__REQUIREMENT__
Each record below is to be set down again precisely.

__EXTRACTED ENTRIES__
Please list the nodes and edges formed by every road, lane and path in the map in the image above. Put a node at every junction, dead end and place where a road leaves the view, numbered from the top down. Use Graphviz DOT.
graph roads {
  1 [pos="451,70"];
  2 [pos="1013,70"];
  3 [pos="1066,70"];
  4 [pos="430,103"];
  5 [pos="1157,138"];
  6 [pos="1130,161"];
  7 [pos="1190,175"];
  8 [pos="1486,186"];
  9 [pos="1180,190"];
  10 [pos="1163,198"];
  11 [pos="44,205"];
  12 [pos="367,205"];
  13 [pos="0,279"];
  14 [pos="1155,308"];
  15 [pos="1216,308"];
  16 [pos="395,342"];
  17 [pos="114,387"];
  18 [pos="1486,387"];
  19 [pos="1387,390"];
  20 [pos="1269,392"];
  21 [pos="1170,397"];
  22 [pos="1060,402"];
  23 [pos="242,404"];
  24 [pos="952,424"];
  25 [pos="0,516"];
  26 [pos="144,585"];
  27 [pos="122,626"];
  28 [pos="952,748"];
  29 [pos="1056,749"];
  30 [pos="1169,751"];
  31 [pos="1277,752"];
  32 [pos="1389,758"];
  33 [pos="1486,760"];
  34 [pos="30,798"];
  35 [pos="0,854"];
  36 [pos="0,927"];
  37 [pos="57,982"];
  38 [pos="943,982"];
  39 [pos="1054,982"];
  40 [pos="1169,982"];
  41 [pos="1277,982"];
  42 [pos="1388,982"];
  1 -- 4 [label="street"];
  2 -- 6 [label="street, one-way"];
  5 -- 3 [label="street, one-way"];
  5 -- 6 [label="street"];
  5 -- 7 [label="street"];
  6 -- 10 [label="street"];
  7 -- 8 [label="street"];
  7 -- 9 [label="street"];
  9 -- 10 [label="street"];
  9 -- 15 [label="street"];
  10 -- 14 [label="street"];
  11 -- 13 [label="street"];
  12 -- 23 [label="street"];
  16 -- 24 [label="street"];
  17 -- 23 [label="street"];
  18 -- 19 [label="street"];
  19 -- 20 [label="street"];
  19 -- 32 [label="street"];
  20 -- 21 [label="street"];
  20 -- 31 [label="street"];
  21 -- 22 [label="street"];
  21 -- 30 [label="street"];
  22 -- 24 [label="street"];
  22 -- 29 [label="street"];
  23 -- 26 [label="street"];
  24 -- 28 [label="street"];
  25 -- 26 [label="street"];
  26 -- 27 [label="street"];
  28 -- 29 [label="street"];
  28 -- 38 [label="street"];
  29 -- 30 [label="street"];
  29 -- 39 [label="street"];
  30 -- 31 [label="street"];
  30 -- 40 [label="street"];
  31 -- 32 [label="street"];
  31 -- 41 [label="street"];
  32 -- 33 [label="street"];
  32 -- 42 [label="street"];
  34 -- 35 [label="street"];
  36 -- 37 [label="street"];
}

__PROBLEM SOLUTION__
Please list the nodes and edges formed by every road, lane and path in the map in the image above. Put a node at every junction, dead end and place where a road leaves the view, numbered from the top down. Use Graphviz DOT.
graph roads {
  1 [pos="451,70"];
  2 [pos="1013,70"];
  3 [pos="1066,70"];
  4 [pos="430,103"];
  5 [pos="1157,138"];
  6 [pos="1130,161"];
  7 [pos="1190,175"];
  8 [pos="1486,186"];
  9 [pos="1180,190"];
  10 [pos="1163,198"];
  11 [pos="44,205"];
  12 [pos="367,205"];
  13 [pos="0,279"];
  14 [pos="1155,308"];
  15 [pos="1216,308"];
  16 [pos="395,342"];
  17 [pos="114,387"];
  18 [pos="1486,387"];
  19 [pos="1387,390"];
  20 [pos="1269,392"];
  21 [pos="1170,397"];
  22 [pos="1060,402"];
  23 [pos="242,404"];
  24 [pos="952,424"];
  25 [pos="0,516"];
  26 [pos="144,585"];
  27 [pos="122,626"];
  28 [pos="952,748"];
  29 [pos="1056,749"];
  30 [pos="1169,751"];
  31 [pos="1277,752"];
  32 [pos="1389,758"];
  33 [pos="1486,760"];
  34 [pos="30,798"];
  35 [pos="0,854"];
  36 [pos="0,927"];
  37 [pos="57,982"];
  38 [pos="943,982"];
  39 [pos="1054,982"];
  40 [pos="1169,982"];
  41 [pos="1277,982"];
  42 [pos="1388,982"];
  1 -- 4 [label="street"];
  2 -- 6 [label="street, one-way"];
  5 -- 3 [label="street, one-way"];
  5 -- 6 [label="street"];
  5 -- 7 [label="street"];
  6 -- 10 [label="street"];
  7 -- 8 [label="street"];
  7 -- 9 [label="street"];
  9 -- 10 [label="street"];
  9 -- 15 [label="street"];
  10 -- 14 [label="street"];
  11 -- 13 [label="street"];
  12 -- 23 [label="street"];
  16 -- 24 [label="street"];
  17 -- 23 [label="street"];
  18 -- 19 [label="street"];
  19 -- 20 [label="street"];
  19 -- 32 [label="street"];
  20 -- 21 [label="street"];
  20 -- 31 [label="street"];
  21 -- 22 [label="street"];
  21 -- 30 [label="street"];
  22 -- 24 [label="street"];
  22 -- 29 [label="street"];
  23 -- 26 [label="street"];
  24 -- 28 [label="street"];
  25 -- 26 [label="street"];
  26 -- 27 [label="street"];
  28 -- 29 [label="street"];
  28 -- 38 [label="street"];
  29 -- 30 [label="street"];
  29 -- 39 [label="street"];
  30 -- 31 [label="street"];
  30 -- 40 [label="street"];
  31 -- 32 [label="street"];
  31 -- 41 [label="street"];
  32 -- 33 [label="street"];
  32 -- 42 [label="street"];
  34 -- 35 [label="street"];
  36 -- 37 [label="street"];
}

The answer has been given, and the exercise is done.